Problem

After restarting kubelet, one of the Kubernetes nodes started behaving unpredictably.

The symptoms were unusual and did not point to an obvious root cause.

Symptoms

The following issues were observed:

  • some kubectl operations stopped working;
  • system pods started failing unexpectedly;
  • kubelet became unstable;
  • the logs did not reveal an obvious root cause.

Investigation

The most likely causes were checked first:

  • network issues;
  • disk pressure;
  • CPU exhaustion;
  • memory exhaustion;
  • overall node health.

None of these hypotheses were confirmed.

Root cause

The issue was caused by an exhausted inotify watchers limit on the node.

inotify is a Linux subsystem used to monitor file and directory changes.

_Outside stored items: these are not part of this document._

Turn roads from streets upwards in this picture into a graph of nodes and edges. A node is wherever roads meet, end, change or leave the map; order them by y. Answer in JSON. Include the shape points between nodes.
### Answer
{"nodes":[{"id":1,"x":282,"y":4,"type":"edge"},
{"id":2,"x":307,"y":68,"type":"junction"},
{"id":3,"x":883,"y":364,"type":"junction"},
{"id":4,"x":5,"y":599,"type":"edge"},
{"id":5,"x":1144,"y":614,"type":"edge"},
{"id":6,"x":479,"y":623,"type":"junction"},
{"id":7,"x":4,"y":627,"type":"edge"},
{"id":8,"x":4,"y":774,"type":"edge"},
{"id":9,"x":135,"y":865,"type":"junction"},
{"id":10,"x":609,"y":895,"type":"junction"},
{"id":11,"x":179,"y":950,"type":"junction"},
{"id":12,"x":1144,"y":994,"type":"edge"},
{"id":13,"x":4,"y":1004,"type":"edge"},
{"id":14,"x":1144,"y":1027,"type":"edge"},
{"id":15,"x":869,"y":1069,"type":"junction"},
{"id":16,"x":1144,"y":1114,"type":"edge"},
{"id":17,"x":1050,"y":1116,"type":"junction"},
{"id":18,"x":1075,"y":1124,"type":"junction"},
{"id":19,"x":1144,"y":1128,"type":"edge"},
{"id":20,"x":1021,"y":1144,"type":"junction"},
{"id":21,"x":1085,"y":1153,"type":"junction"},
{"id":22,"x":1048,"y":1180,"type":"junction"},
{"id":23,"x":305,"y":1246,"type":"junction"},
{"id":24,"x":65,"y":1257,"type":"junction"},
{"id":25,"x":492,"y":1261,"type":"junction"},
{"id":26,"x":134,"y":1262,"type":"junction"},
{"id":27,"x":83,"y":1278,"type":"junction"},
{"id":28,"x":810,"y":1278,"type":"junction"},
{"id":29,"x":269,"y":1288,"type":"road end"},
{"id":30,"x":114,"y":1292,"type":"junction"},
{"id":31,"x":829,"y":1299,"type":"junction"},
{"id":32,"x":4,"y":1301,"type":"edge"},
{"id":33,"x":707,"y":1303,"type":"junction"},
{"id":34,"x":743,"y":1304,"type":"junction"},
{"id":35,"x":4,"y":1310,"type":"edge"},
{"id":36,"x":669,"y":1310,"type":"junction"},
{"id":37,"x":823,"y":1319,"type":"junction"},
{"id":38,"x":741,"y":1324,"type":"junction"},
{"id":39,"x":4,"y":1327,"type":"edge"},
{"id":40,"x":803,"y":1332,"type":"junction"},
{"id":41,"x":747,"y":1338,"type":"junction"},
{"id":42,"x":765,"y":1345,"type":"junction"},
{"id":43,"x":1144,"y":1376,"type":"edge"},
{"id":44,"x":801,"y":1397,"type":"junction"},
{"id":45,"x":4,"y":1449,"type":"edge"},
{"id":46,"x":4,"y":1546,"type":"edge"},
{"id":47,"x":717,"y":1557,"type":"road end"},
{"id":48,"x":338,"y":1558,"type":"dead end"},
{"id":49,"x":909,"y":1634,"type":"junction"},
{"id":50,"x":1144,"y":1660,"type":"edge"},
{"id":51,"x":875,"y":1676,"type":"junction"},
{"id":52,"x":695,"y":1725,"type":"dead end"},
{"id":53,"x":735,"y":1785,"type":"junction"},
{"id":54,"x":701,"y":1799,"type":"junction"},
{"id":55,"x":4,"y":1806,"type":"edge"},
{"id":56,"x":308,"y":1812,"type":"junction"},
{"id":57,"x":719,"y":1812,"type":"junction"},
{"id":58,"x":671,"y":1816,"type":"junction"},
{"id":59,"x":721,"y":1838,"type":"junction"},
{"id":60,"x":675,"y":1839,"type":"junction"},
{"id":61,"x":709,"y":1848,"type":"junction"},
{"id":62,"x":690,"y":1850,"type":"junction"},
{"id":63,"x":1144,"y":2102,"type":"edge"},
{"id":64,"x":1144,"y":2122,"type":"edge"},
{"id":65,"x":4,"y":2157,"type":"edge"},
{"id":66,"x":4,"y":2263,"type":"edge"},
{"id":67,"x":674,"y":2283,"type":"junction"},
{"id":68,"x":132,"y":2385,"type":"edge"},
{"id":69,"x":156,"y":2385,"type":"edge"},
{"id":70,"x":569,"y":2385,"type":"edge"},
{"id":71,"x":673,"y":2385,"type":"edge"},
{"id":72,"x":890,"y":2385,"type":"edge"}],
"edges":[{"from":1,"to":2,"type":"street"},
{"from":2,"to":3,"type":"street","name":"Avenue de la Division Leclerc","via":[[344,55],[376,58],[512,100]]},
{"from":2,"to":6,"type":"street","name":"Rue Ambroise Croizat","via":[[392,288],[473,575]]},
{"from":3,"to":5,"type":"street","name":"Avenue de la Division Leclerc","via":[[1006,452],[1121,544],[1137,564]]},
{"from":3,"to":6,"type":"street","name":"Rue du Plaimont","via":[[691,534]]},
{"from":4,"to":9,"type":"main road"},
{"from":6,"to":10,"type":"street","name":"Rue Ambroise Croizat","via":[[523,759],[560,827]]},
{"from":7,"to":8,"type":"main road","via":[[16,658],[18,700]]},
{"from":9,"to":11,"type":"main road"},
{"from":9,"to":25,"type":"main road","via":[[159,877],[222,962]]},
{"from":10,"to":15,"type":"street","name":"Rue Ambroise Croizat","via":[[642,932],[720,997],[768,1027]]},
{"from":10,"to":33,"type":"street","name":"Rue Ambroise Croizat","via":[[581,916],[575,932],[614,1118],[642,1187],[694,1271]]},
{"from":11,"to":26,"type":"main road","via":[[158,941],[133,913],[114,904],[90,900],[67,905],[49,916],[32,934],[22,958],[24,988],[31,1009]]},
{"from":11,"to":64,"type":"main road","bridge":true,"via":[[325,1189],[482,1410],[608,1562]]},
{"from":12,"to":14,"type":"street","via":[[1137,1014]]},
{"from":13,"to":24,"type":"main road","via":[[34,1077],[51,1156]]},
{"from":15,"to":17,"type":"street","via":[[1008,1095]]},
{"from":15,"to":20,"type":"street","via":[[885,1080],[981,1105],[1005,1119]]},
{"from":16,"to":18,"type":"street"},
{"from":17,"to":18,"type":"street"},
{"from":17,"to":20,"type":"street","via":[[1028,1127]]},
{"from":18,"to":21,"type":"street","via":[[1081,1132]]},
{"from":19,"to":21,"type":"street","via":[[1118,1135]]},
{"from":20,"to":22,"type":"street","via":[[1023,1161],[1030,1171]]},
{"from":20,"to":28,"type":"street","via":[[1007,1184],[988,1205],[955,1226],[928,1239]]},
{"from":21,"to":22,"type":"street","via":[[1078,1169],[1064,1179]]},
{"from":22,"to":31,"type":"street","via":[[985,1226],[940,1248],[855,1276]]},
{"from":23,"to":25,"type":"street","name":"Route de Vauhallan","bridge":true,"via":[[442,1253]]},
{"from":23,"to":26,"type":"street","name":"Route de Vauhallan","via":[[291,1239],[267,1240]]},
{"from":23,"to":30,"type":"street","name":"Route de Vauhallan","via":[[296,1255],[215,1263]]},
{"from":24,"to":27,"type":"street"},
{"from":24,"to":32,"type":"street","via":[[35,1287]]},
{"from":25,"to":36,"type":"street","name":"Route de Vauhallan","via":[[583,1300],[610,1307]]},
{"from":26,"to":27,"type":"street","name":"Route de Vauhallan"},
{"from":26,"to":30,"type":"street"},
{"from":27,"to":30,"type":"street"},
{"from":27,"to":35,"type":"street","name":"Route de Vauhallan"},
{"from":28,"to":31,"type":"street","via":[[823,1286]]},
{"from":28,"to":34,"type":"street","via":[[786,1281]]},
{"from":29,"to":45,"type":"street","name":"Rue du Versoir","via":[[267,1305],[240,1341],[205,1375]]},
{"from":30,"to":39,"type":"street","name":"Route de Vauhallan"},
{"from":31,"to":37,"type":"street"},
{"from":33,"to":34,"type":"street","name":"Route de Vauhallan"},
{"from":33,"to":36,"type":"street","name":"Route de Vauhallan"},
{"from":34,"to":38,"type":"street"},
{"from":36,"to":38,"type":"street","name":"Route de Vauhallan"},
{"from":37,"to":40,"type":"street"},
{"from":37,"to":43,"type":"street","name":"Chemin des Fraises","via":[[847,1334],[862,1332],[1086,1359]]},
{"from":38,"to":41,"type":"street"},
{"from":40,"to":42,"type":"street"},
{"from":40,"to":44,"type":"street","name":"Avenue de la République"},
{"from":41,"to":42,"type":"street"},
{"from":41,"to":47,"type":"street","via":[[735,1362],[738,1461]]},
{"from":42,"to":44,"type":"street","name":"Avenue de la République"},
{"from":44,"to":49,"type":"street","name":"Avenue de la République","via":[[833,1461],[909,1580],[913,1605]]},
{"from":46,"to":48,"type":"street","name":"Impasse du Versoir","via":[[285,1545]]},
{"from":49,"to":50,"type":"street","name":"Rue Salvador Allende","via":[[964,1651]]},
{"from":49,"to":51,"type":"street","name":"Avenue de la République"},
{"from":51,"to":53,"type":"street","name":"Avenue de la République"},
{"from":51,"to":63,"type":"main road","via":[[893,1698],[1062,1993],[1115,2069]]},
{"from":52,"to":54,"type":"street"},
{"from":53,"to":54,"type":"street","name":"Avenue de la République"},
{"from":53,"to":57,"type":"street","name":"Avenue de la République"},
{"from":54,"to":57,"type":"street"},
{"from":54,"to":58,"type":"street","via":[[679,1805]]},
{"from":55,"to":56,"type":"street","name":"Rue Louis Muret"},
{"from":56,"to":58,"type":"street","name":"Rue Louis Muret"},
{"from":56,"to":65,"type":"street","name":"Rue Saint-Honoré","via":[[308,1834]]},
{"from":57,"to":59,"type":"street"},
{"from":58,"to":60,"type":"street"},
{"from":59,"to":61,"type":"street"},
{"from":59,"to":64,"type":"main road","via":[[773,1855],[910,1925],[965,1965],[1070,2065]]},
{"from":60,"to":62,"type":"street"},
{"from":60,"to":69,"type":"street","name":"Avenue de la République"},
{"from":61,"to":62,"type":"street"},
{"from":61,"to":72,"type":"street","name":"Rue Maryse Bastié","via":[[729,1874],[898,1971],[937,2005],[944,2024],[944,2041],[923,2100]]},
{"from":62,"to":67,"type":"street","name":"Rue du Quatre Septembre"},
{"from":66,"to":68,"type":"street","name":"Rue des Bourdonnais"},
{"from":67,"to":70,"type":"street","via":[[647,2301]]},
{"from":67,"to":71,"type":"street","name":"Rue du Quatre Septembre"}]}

Many infrastructure components depend on it:

  • Kubernetes components;
  • container runtimes;
  • monitoring systems;
  • log collectors;
  • various agents.

When the limit is reached, unexpected symptoms can appear:

  • applications stop receiving file change events;
  • individual components become unstable;
  • failures appear unrelated to the actual cause.

These issues are difficult to diagnose because they can remain invisible for a long time.

Most teams actively monitor:

  • CPU;
  • memory;
  • disks;
  • network.

inotify watchers consumption rarely makes it onto that list of metrics.

Takeaways

Not every Kubernetes issue originates inside Kubernetes itself.

Sometimes the root cause is hidden several layers lower in the stack.

A forgotten Linux system limit can cause more operational pain than a lack of compute resources.

As infrastructure grows, Linux system limits should be reviewed periodically alongside cluster resources.

After this incident, inotify watchers consumption was added to the list of metrics that are monitored proactively.